El Espíritu Santo recibido en el sacramento del bautismo y de la confirmación es fuente de santidad y llamada a la santificación porque anima y vivifica nuestra vida de cada día, enriqueciéndola con dones y exigencias, con virtudes y fuerzas, que se compendian en la caridad. Para todos los cristianos es una exigencia fundamental e irrenunciable seguir e imitar a Cristo, por la fuerza de la íntima comunión de vida con él, realizada por el Espíritu.
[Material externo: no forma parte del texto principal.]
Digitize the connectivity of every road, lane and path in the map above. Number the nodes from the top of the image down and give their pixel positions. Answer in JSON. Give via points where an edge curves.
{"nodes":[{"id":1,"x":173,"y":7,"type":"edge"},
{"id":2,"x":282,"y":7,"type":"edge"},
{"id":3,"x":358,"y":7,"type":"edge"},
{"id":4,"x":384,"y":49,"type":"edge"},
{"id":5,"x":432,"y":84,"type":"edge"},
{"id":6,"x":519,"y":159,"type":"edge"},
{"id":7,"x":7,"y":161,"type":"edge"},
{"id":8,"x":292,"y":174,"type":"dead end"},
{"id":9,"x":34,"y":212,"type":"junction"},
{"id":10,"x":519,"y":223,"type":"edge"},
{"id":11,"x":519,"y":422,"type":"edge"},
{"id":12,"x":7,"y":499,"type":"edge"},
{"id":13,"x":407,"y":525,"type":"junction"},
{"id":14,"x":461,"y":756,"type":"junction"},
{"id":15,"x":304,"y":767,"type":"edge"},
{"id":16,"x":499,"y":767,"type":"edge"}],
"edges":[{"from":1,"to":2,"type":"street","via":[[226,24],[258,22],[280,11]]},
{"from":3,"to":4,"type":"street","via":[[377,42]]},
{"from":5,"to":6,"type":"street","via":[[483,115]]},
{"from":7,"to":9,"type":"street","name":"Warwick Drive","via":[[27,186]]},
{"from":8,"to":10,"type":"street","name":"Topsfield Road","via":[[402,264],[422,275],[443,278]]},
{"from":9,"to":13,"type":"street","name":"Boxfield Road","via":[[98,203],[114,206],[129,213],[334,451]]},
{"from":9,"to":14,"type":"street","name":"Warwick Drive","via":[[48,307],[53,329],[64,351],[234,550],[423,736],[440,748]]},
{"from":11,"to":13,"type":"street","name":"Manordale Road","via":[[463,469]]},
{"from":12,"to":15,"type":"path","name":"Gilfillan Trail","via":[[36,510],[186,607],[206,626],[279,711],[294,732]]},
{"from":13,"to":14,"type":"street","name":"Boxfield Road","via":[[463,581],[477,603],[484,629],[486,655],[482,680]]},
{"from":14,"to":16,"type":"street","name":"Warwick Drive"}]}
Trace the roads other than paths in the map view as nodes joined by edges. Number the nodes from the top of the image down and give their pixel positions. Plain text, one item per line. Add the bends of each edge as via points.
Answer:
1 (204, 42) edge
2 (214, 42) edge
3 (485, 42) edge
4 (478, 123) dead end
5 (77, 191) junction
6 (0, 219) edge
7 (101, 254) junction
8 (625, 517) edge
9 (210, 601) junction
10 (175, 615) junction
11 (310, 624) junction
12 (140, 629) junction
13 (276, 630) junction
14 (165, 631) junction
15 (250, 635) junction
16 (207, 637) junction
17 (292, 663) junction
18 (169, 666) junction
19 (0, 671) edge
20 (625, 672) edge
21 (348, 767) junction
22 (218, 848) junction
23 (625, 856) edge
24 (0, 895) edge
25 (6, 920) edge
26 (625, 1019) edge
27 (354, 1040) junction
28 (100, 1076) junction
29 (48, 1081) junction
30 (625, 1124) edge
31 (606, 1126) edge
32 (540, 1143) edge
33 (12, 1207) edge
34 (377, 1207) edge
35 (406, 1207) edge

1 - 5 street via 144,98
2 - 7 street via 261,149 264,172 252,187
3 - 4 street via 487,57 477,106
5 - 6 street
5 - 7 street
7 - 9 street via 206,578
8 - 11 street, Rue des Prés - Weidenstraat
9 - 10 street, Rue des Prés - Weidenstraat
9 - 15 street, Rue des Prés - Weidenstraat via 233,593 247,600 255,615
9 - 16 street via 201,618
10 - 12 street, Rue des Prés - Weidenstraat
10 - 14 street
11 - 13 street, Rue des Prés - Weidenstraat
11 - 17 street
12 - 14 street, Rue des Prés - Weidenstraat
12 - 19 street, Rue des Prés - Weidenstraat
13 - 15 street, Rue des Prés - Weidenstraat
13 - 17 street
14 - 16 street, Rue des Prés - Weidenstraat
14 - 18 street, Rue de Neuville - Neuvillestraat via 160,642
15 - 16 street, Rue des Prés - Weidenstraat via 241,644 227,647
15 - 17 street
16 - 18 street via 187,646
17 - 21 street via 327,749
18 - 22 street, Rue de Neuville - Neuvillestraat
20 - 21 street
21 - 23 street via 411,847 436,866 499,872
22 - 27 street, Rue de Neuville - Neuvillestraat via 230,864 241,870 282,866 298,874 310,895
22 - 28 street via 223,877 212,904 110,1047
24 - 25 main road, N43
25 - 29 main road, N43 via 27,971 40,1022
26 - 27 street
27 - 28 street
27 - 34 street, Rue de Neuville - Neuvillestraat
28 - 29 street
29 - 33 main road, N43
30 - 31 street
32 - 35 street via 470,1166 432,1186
Jesús hace resonar también hoy en nuestro corazón las palabras que pronunció en el Cenáculo de Jerusalén: “Reciban el Espíritu Santo”. Nuestra fe nos revela la presencia operante del Espíritu de Cristo en nuestro ser, en nuestro actuar, en nuestro pensar y sentir, en nuestro hablar y tratar, en nuestro vivir. El Espíritu Santo es el gran protagonista de nuestra vida espiritual. Él crea el «corazón nuevo», lo anima y lo guía con la «ley nueva» de la caridad. Y si queremos crecer espiritualmente hemos de tener la certeza de que no nos faltará nunca la gracia del Espíritu Santo, como don totalmente gratuito. No merecemos el don del Espíritu, pero lo necesitamos con urgencia. La conciencia del don en nosotros nos infunde la confianza indestructible del discípulo de Cristo en las dificultades, en las tentaciones, en las debilidades y en las persecuciones con que podemos encontrarnos en el camino.